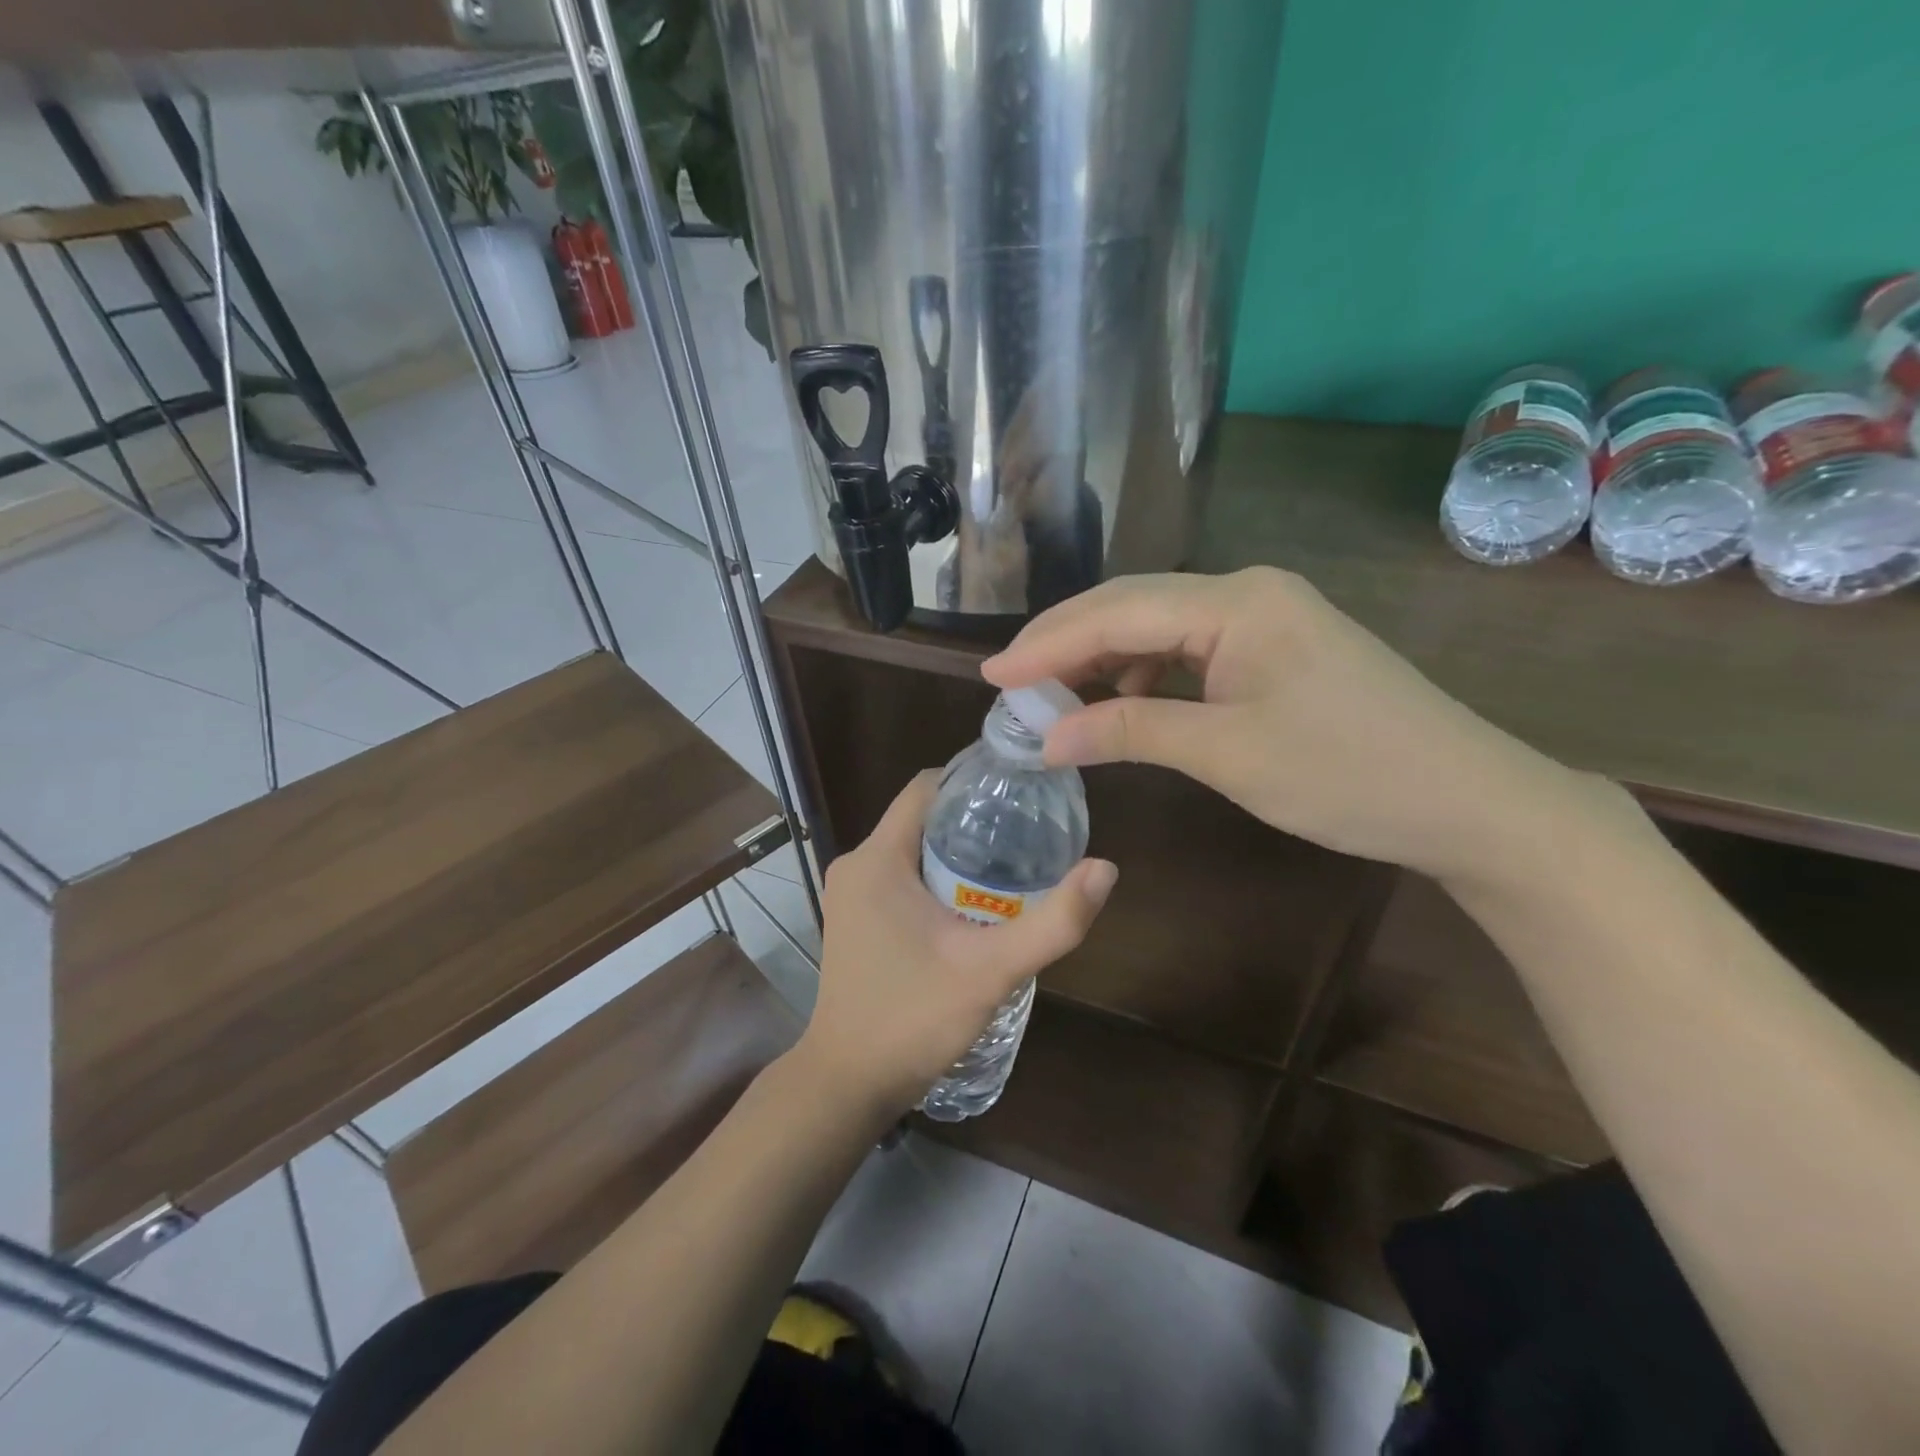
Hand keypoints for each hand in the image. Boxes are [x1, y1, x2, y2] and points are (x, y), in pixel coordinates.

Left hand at [798, 771, 1117, 1121]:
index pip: (926, 787)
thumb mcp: (990, 971)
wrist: (848, 1084)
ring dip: (958, 852)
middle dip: (974, 820)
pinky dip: (938, 878)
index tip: (1021, 790)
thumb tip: (1105, 868)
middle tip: (1029, 833)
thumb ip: (1053, 923)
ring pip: (913, 849)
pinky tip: (976, 904)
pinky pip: (901, 877)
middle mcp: (857, 864)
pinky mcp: (855, 919)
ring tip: (1014, 866)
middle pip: (923, 818)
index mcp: (877, 858)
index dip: (974, 780)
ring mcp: (851, 894)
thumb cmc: (912, 1020)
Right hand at [982, 567, 1582, 883]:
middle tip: (1009, 683)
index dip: (1048, 644)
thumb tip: (1046, 737)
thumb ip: (1130, 730)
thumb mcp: (1227, 754)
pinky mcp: (1274, 648)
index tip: (991, 675)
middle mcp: (1246, 592)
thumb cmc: (1348, 775)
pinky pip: (1188, 649)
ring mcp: (1264, 618)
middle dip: (1066, 644)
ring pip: (1157, 627)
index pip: (1117, 612)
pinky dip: (1145, 675)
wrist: (1469, 802)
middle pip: (1132, 607)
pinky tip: (1125, 702)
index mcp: (1237, 602)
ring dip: (1103, 660)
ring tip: (1057, 699)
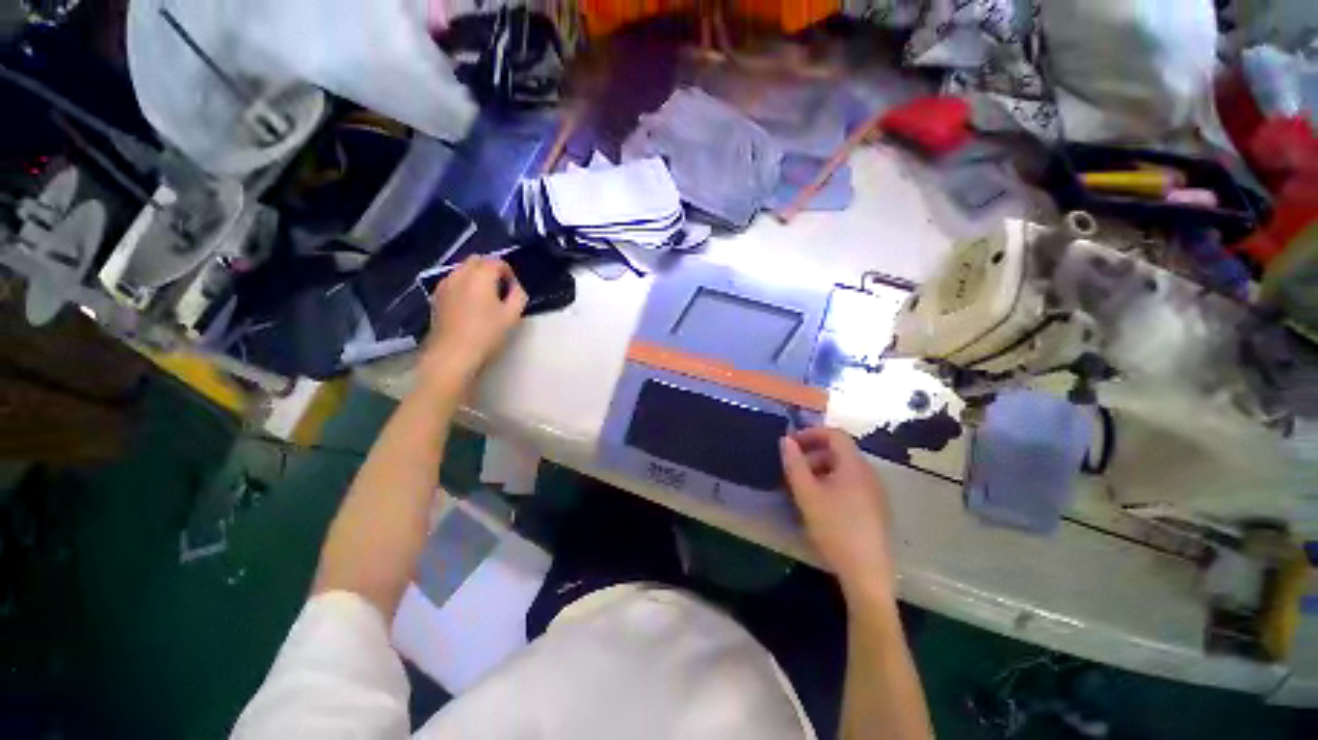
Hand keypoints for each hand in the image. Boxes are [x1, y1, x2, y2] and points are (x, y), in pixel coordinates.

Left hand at [420, 257, 526, 384]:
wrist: (453, 354)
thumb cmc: (486, 334)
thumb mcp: (512, 316)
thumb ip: (518, 296)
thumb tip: (515, 288)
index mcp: (480, 276)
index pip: (498, 262)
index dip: (509, 274)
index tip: (514, 291)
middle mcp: (460, 274)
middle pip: (477, 260)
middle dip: (491, 270)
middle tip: (501, 290)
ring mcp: (445, 284)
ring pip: (463, 269)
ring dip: (476, 276)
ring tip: (486, 298)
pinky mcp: (436, 297)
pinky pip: (453, 281)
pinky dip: (464, 285)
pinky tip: (470, 305)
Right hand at [781, 427, 896, 607]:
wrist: (867, 574)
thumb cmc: (835, 528)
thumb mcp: (807, 494)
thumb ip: (794, 463)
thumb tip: (786, 440)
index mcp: (855, 466)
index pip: (835, 434)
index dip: (811, 433)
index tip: (791, 444)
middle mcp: (869, 474)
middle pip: (839, 452)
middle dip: (813, 454)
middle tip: (793, 469)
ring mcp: (875, 492)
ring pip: (844, 469)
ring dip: (821, 470)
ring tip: (802, 488)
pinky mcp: (876, 509)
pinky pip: (851, 484)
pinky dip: (832, 483)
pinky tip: (821, 504)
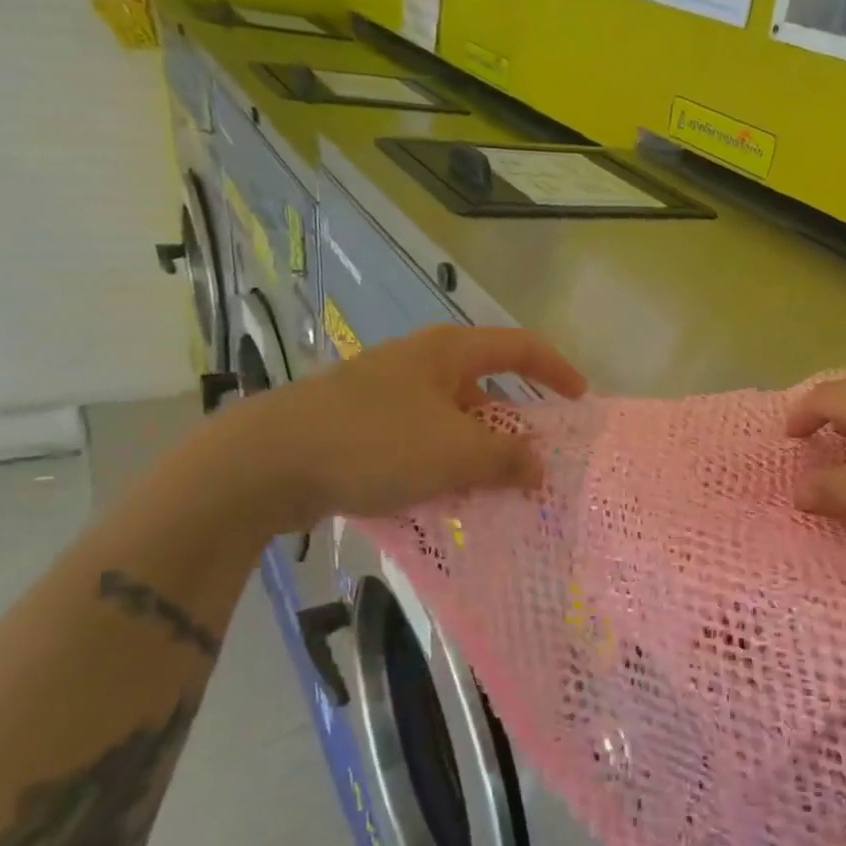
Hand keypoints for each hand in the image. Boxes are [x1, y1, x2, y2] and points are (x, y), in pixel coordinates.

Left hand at [216, 326, 586, 528]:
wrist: (266, 463)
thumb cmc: (375, 443)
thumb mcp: (455, 453)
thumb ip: (507, 459)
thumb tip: (538, 466)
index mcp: (447, 353)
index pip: (519, 347)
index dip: (556, 369)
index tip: (580, 400)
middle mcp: (418, 364)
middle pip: (484, 386)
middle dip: (513, 423)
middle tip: (533, 461)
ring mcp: (384, 393)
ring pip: (450, 419)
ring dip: (475, 451)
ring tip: (491, 489)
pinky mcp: (358, 425)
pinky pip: (418, 441)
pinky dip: (440, 465)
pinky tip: (440, 498)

========

■ WHAT IS NEEDED ■
An exact restatement of every record is required. Omit the images.

■ EXERCISE RESPONSE ■
Hand keypoints for each hand in the image. Boxes are [x1, y1, x2, y2] and points are (x, y), in pixel coordinates.

Left hand at [798, 771, 1117, 1121]:
index pip: (926, 787)
thumb mcp: (990, 971)
wrist: (848, 1084)
ring dip: (958, 852)
middle dip: (974, 820)
pinky dip: (938, 878)
index tip: (1021, 790)
thumb tip: (1105, 868)
middle tip: (1029, 833)
thumb ip: (1053, 923)
ring pip: (913, 849)
pinky tip: (976, 904)
pinky pip: (901, 877)
middle mcp: (857, 864)
pinky mcp: (855, 919)
ring tip: (1014, 866)
middle pip: (923, 818)
index mcp: (877, 858)
index dip: (974, 780)
ring mcp: (851, 894)
thumb cmc: (912, 1020)
Right hand at [982, 567, 1582, 883]:
middle tip: (1009, 683)
index dip: (1048, 644)
thumb tip: (1046, 737)
thumb ip: (1130, 730)
thumb mcp: (1227, 754)
pinky mcp: (1274, 648)
index tip: (991, 675)
middle mcp: (1246, 592)
thumb cmc: (1348, 775)
pinky pip: (1188, 649)
ring mcp: (1264, 618)
middle dip: (1066, 644)
ring pip: (1157, 627)
index pip: (1117, 612)
pinky dip: (1145, 675)
wrist: (1469, 802)
middle pip: (1132, 607)
pinky tip: (1125, 702)
index mcp: (1237, 602)
ring dip: (1103, 660)
ring tip: (1057, 699)
Hand keypoints for each hand in the image. Boxes are [x1, y1, x2, y2] and points are (x, y), in pixel coordinates.

Left hand at [420, 257, 526, 384]:
wrist: (453, 354)
thumb cmc: (486, 334)
thumb mcp: (512, 316)
thumb ip: (518, 296)
thumb tip: (515, 288)
index mcp: (480, 276)
index pip: (498, 262)
index dip: (509, 274)
index tip: (514, 291)
middle mcp: (460, 274)
middle pip: (477, 260)
middle dip: (491, 270)
middle tip: (501, 290)
ring mcp: (445, 284)
ring pip: (463, 269)
ring dip: (476, 276)
ring tip: (486, 298)
pinky mcp: (436, 297)
pinky pip: (453, 281)
pinky dip: (464, 285)
pinky tip: (470, 305)
Right hand at [781, 427, 896, 607]:
wrist: (867, 574)
thumb cmc: (835, 528)
thumb mcp: (807, 494)
thumb ip: (794, 463)
thumb tip: (786, 440)
index mcp: (855, 466)
index pip: (835, 434)
index dip: (811, 433)
index tip: (791, 444)
middle mcp: (869, 474)
middle pip: (839, 452)
middle dip: (813, 454)
middle tip: (793, 469)
ring mcp: (875, 492)
ring pip: (844, 469)
ring dip: (821, 470)
ring tip: (802, 488)
pinky mcp: (876, 509)
pinky pip: (851, 484)
pinky dip: (832, 483)
pinky tip: (821, 504)
Hand keypoints for each hand in the image. Boxes are [x1, y1, x2, y2] and points are (x, y), in pixel coordinates.

Left hand at [216, 326, 586, 528]:
wrist: (266, 463)
thumb cmc: (375, 443)
thumb mcp: (455, 453)
thumb ip: (507, 459)
thumb tip: (538, 466)
index mcp: (447, 353)
index pip: (519, 347)
index dip: (556, 369)
index tip: (580, 400)
middle mcp: (418, 364)
middle pip: (484, 386)
middle dip: (513, 423)
middle tip: (533, 461)
ring mcp: (384, 393)
ring pip: (450, 419)
ring dip: (475, 451)
ring tip: (491, 489)
pinky mcp: (358, 425)
pinky pip: (418, 441)
pinky dip: (440, 465)
pinky tip: (440, 498)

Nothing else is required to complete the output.